Extracted records

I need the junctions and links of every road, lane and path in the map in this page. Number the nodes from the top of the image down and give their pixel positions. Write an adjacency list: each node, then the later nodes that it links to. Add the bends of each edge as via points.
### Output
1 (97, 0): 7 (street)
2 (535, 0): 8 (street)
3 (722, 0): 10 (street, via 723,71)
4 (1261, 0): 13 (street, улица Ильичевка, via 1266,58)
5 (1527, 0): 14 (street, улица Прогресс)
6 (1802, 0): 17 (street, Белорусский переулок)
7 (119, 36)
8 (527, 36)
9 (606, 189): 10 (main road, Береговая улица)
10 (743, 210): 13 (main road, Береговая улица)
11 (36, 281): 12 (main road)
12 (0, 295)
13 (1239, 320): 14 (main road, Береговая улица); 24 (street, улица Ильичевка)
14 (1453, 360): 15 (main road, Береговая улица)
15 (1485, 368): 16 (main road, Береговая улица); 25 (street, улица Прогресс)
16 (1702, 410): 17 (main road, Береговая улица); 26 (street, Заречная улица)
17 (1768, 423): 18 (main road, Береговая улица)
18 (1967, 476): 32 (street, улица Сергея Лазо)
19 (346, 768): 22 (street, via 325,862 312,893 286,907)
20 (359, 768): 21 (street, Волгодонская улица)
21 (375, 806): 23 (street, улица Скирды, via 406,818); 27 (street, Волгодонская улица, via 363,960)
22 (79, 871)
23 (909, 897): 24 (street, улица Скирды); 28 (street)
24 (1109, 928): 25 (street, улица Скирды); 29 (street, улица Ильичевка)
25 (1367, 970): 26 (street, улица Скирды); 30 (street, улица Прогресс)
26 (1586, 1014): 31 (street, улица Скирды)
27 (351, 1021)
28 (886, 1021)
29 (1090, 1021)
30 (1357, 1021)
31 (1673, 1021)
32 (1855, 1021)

* Task requirements
Write out the data again in full. Match it exactly.

* Task answer
I need the junctions and links of every road, lane and path in the map in this page. Number the nodes from the top of the image down and give their pixel positions. Write an adjacency list: each node, then the later nodes that it links to. Add the bends of each edge as via points.
### Output
1 (97, 0): 7 (street)
2 (535, 0): 8 (street)
3 (722, 0): 10 (street, via 723,71)
4 (1261, 0): 13 (street, улица Ильичевка, via 1266,58)
5 (1527, 0): 14 (street, улица Прогресс)
6 (1802, 0): 17 (street, Белорусский переулок)
7 (119, 36)
8 (527, 36)
9 (606, 189): 10 (main road, Береговая улица)
10 (743, 210): 13 (main road, Береговая улица)
11 (36, 281): 12 (main road)
12 (0, 295)
13 (1239, 320): 14 (main road, Береговая улица); 24 (street, улица Ильичевка)
14 (1453, 360): 15 (main road, Береговая улица)
15 (1485, 368): 16 (main road, Береговая улица); 25 (street, улица Прогресс)
16 (1702, 410): 17 (main road, Береговая улица); 26 (street, Заречная улица)
17 (1768, 423): 18 (main road, Береговая улица)
18 (1967, 476): 32 (street, улица Сергея Лазо)
19 (346, 768): 22 (street, via 325,862 312,893 286,907)
20 (359, 768): 21 (street, Волгодонская улица)
21 (375, 806): 23 (street, улица Скирды, via 406,818); 27 (street, Волгодонская улица, via 363,960)
22 (79, 871)
23 (909, 897): 24 (street, улица Скирды); 28 (street)
24 (1109, 928): 25 (street, улица Скирды); 29 (street, улица Ильичевка)
25 (1367, 970): 26 (street, улица Скирды); 30 (street, улица Прогресс)
26 (1586, 1014): 31 (street, улица Скирды)
27 (351, 1021)
28 (886, 1021)
29 (1090, 1021)
30 (1357, 1021)
31 (1673, 1021)
32 (1855, 1021)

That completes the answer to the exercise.